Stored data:
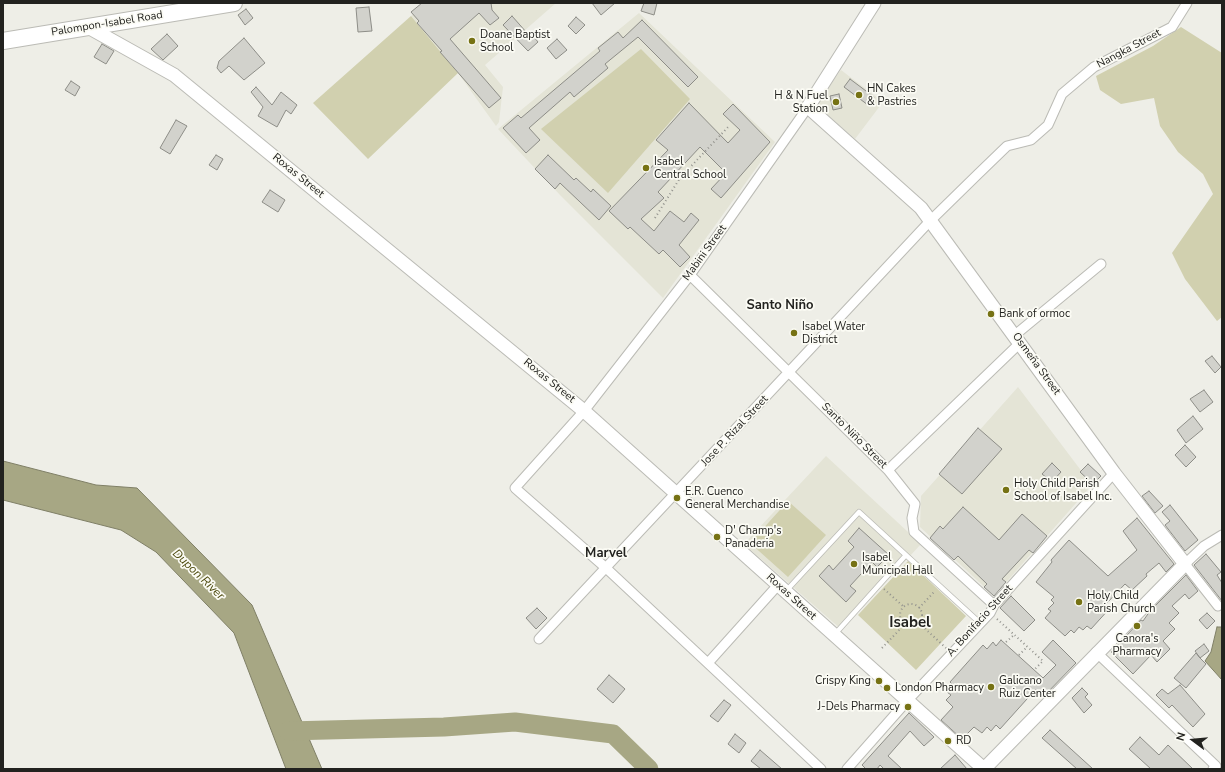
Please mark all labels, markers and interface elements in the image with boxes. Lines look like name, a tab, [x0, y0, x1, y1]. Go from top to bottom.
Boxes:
street label: Palompon-Isabel Road	[50, 9, 164, 39]
street label: Nangka Street	[1095, 27, 1163, 71]
place label: Doane Baptist School	[480, 28, 550, 54]
marker: Doane Baptist School	[467, 36, 477, 46]
place label: HN Cakes & Pastries	[867, 82, 917, 108]
place label: H & N Fuel Station	[774, 89, 828, 115]
marker: HN Cakes & Pastries	[854, 90, 864, 100]
marker: H & N Fuel Station	[831, 97, 841, 107]
street label: Roxas Street	[269, 151, 327, 201]
place label: Isabel Central School	[654, 155, 726, 181]
marker: Isabel Central School	[641, 163, 651, 173]
street label: Mabini Street	[680, 222, 730, 284]
district label: Santo Niño	[747, 298, 813, 314]
place label: Bank of ormoc	[999, 307, 1070, 321]
marker: Bank of ormoc	[986, 309, 996, 319]
place label: Isabel Water District	[802, 320, 865, 346]
marker: Isabel Water District	[789, 328, 799, 338]
street label: Osmeña Street	[1009, 330, 1063, 398]
street label: Roxas Street	[520, 356, 578, 406]
street label: Jose P. Rizal Street	[699, 393, 771, 469]
street label: Santo Niño Street	[818, 400, 890, 472]
place label: Holy Child Parish School of Isabel Inc.	[1014, 477, 1112, 503]
place label: E.R. Cuenco General Merchandise	[685, 485, 789, 511]
marker: Holy Child Parish School of Isabel Inc.	[1001, 485, 1011, 495]
marker: E.R. Cuenco General Merchandise	[672, 493, 682, 503]
place label: D' Champ's Panaderia	[725, 524, 781, 550]
marker: D' Champ's Panaderia	[712, 532, 722, 542]
district label: Marvel	[585, 546, 627, 562]
water label: Dupon River	[169, 547, 227, 603]
place label: Isabel Municipal Hall	[862, 551, 933, 577]
marker: Isabel Municipal Hall	[849, 559, 859, 569]
street label: Roxas Street	[763, 571, 819, 623]
street label: A. Bonifacio Street	[944, 582, 1016, 660]
place label: Holy Child Parish Church	[1087, 589, 1155, 615]
marker: Holy Child Parish Church	[1074, 597, 1084, 607]
district label: Isabel	[889, 614, 931, 632]
marker: Canora's Pharmacy	[1132, 621, 1142, 631]
place label: Canora's Pharmacy	[1112, 632, 1162, 658]
place label: Crispy King	[815, 674, 871, 688]
place label: Galicano Ruiz Center	[999, 674, 1056, 700]
marker: Crispy King	[874, 676, 884, 686]
place label: London Pharmacy	[895, 681, 984, 695]
marker: Galicano Ruiz Center	[986, 682, 996, 692]
marker: London Pharmacy	[882, 683, 892, 693]
place label: J-Dels Pharmacy	[817, 700, 900, 714]
marker: J-Dels Pharmacy	[903, 702, 913, 712]
north arrow	[1173, 720, 1213, 760]
text: N	[1173, 731, 1189, 743]
place label: RD	[956, 734, 972, 748]
marker: RD	[943, 736, 953, 746]

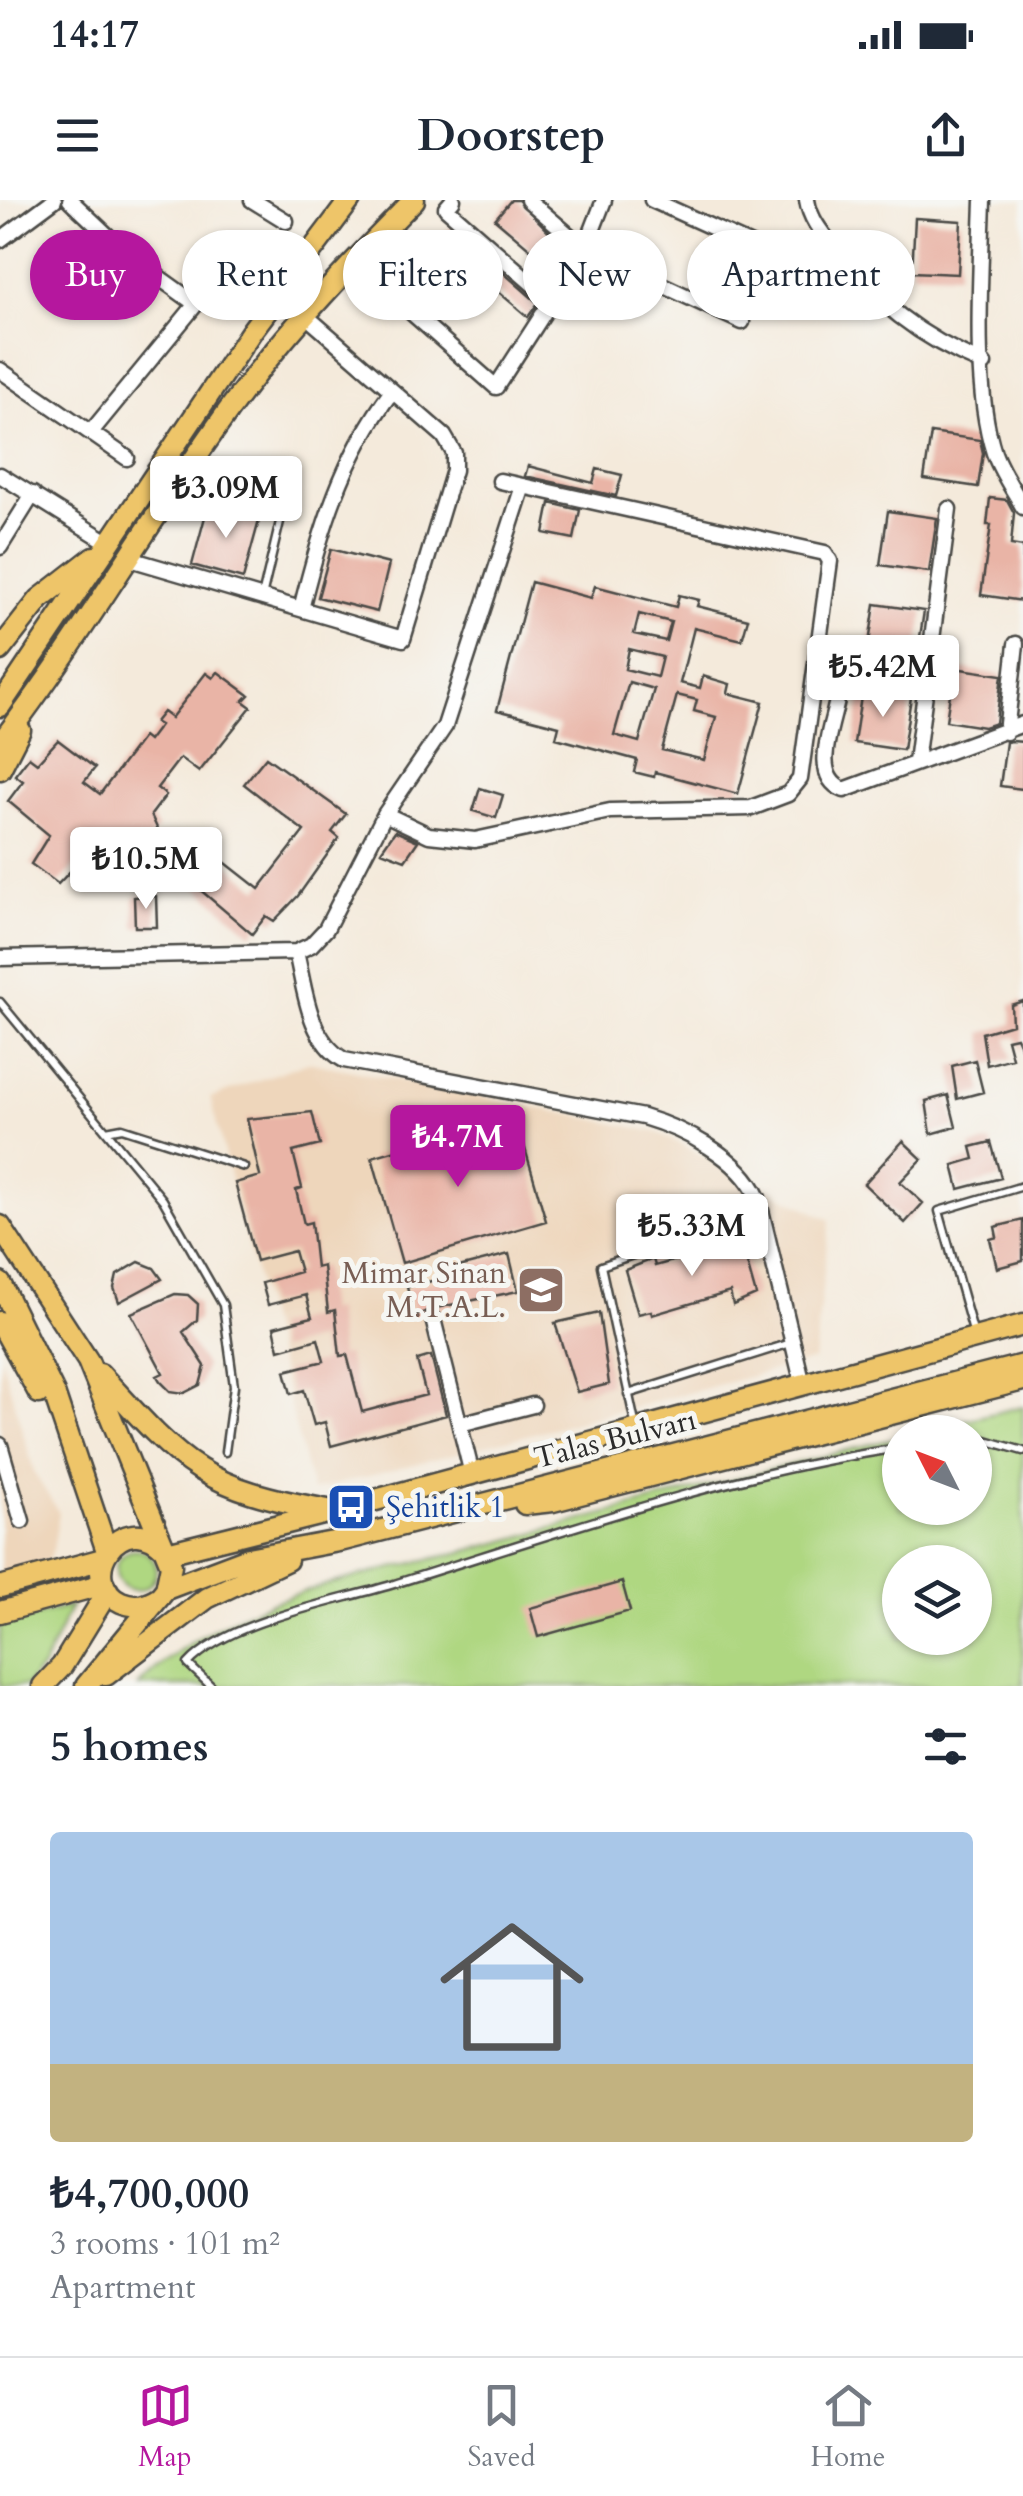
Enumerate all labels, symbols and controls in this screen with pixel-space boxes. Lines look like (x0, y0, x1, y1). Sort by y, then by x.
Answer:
text: 14:17 (50, 9, 139, 61)
text: Doorstep (417, 105, 606, 166)
icon: menu (50, 108, 105, 163)
icon: share (918, 108, 973, 163)
chip: Buy (30, 230, 162, 320)
chip: Rent (182, 230, 323, 320)
chip: Filters (343, 230, 503, 320)
chip: New (523, 230, 667, 320)
chip: Apartment (687, 230, 915, 320)
pin: ₺3.09M (145, 456, 307, 541)
text: ₺3.09M (172, 466, 280, 510)
pin: ₺5.42M (802, 635, 964, 720)
text: ₺5.42M (829, 645, 937, 689)
pin: ₺10.5M (65, 827, 227, 912)
text: ₺10.5M (92, 837, 200, 881)
pin: ₺4.7M (388, 1105, 528, 1190)
text: ₺4.7M (412, 1115, 504, 1159)
pin: ₺5.33M (611, 1194, 773, 1279)
text: ₺5.33M (638, 1204, 746, 1248)
place label: Mimar Sinan M.T.A.L. (341, 1253, 506, 1328)
school or university icon: Mimar Sinan M.T.A.L. (515, 1264, 567, 1316)
street label: Talas Bulvarı (530, 1399, 700, 1479)
north arrow (882, 1415, 992, 1525)
map controls (882, 1415, 992, 1655)
bus stop icon: Şehitlik 1 (325, 1481, 377, 1533)
place label: Şehitlik 1 (386, 1487, 505, 1528)
button: layers (882, 1545, 992, 1655)
text: 5 homes (50, 1718, 208, 1775)
icon: filters (918, 1719, 973, 1774)
icon: home (422, 1897, 602, 2077)
text: ₺4,700,000 (50, 2165, 249, 2222)
text: 3 rooms · 101 m² (50, 2222, 280, 2266)
text: Apartment (50, 2266, 195, 2310)
tab: Map (138, 2378, 193, 2476)
tab: Saved (468, 2378, 535, 2476)
tab: Home (811, 2378, 885, 2476)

# Assignment:
Type out each line of the records above exactly, skipping any pictures.

# Your response:
Please mark all labels, markers and interface elements in the image with boxes. Lines look like name, a tab, [x0, y0, x1, y1]. Go from top to bottom.
Boxes:
street label: Palompon-Isabel Road	[50, 9, 164, 39]
street label: Nangka Street	[1095, 27, 1163, 71]
place label: Doane Baptist School	[480, 28, 550, 54]
marker: Doane Baptist School	[467, 36, 477, 46]
place label: HN Cakes & Pastries	[867, 82, 917, 108]
place label: H & N Fuel Station	[774, 89, 828, 115]
marker: HN Cakes & Pastries	[854, 90, 864, 100]
marker: H & N Fuel Station	[831, 97, 841, 107]
street label: Roxas Street	[269, 151, 327, 201]
place label: Isabel Central School	[654, 155, 726, 181]
marker: Isabel Central School	[641, 163, 651, 173]
street label: Mabini Street	[680, 222, 730, 284]
district label: Santo Niño	[747, 298, 813, 314]
place label: Bank of ormoc	[999, 307, 1070, 321]
marker: Bank of ormoc	[986, 309, 996, 319]
place label: Isabel Water District	[802, 320, 865, 346]
marker: Isabel Water District	[789, 328, 799, 338]
street label: Osmeña Street	[1009, 330, 1063, 398]
street label: Roxas Street	[520, 356, 578, 406]
street label: Jose P. Rizal Street	[699, 393, 771, 469]
street label: Santo Niño Street	[818, 400, 890, 472]
place label: Holy Child Parish School of Isabel Inc.	[1014, 477, 1112, 503]
place label: E.R. Cuenco General Merchandise	[685, 485, 789, 511]
marker: Holy Child Parish School of Isabel Inc.	[1001, 485, 1011, 495]
marker: E.R. Cuenco General Merchandise	[672, 493, 682, 503]
place label: D' Champ's Panaderia	[725, 524, 781, 550]
marker: D' Champ's Panaderia	[712, 532, 722, 542]
district label: Marvel	[585, 546, 627, 562]
water label: Dupon River	[169, 547, 227, 603]
place label: Isabel Municipal Hall	[862, 551, 933, 577]
marker: Isabel Municipal Hall	[849, 559, 859, 569]
street label: Roxas Street	[763, 571, 819, 623]
street label: A. Bonifacio Street	[944, 582, 1016, 660]
place label: Holy Child Parish Church	[1087, 589, 1155, 615]
marker: Holy Child Parish Church	[1074, 597, 1084, 607]
district label: Isabel	[889, 614, 931, 632]
marker: Canora's Pharmacy	[1132, 621, 1142, 631]
place label: Canora's Pharmacy	[1112, 632, 1162, 658]
place label: Crispy King	[815, 674, 871, 688]
place label: Galicano Ruiz Center	[999, 674, 1056, 700]
marker: Crispy King	[874, 676, 884, 686]
place label: London Pharmacy	[895, 681, 984, 695]
marker: Galicano Ruiz Center	[986, 682, 996, 692]
marker: London Pharmacy	[882, 683, 892, 693]
place label: J-Dels Pharmacy	[817, 700, 900, 714]
marker: J-Dels Pharmacy	[903, 702, 913, 712]
north arrow	[1173, 720, 1213, 760]
text: N	[1173, 731, 1189, 743]
place label: RD	[956, 734, 972, 748]
marker: RD	[943, 736, 953, 746]

Enumerate all labels, symbols and controls in this screen with pixel-space boxes. Lines look like (x0, y0, x1, y1). Sort by y, then by x.
Answer:
text: 14:17 (50, 9, 139, 61)
text: Doorstep (417, 105, 606, 166)
icon: menu (50, 108, 105, 163)
icon: share (918, 108, 973, 163)
chip: Buy (30, 230, 162, 320)
chip: Rent (182, 230, 323, 320)
chip: Filters (343, 230, 503, 320)
chip: New (523, 230, 667, 320)
chip: Apartment (687, 230, 915, 320)
pin: ₺3.09M (145, 456, 307, 541)
text: ₺3.09M (172, 466, 280, 510)
pin: ₺5.42M (802, 635, 964, 720)
text: ₺5.42M (829, 645, 937, 689)
pin: ₺10.5M (65, 827, 227, 912)
text: ₺10.5M (92, 837, 200, 881)
pin: ₺4.7M (388, 1105, 528, 1190)
text: ₺4.7M (412, 1115, 504, 1159)
pin: ₺5.33M (611, 1194, 773, 1279)
text: ₺5.33M (638, 1204, 746, 1248)
place label: Mimar Sinan M.T.A.L. (341, 1253, 506, 1328)
school or university icon: Mimar Sinan M.T.A.L. (515, 1264, 567, 1316)
street label: Talas Bulvarı (530, 1399, 700, 1479)
north arrow (882, 1415, 992, 1525)
map controls (882, 1415, 992, 1655)
bus stop icon: Şehitlik 1 (325, 1481, 377, 1533)
place label: Şehitlik 1 (386, 1487, 505, 1528)
button: layers (882, 1545, 992, 1655)
text: 5 homes (50, 1718, 208, 1775)
icon: filters (918, 1719, 973, 1774)
icon: home (422, 1897, 602, 2077)
text: ₺4,700,000 (50, 2165, 249, 2222)
text: 3 rooms · 101 m² (50, 2222, 280, 2266)
text: Apartment (50, 2266, 195, 2310)
tab: Map (138, 2378, 193, 2476)
tab: Saved (468, 2378, 535, 2476)
tab: Home (811, 2378, 885, 2476)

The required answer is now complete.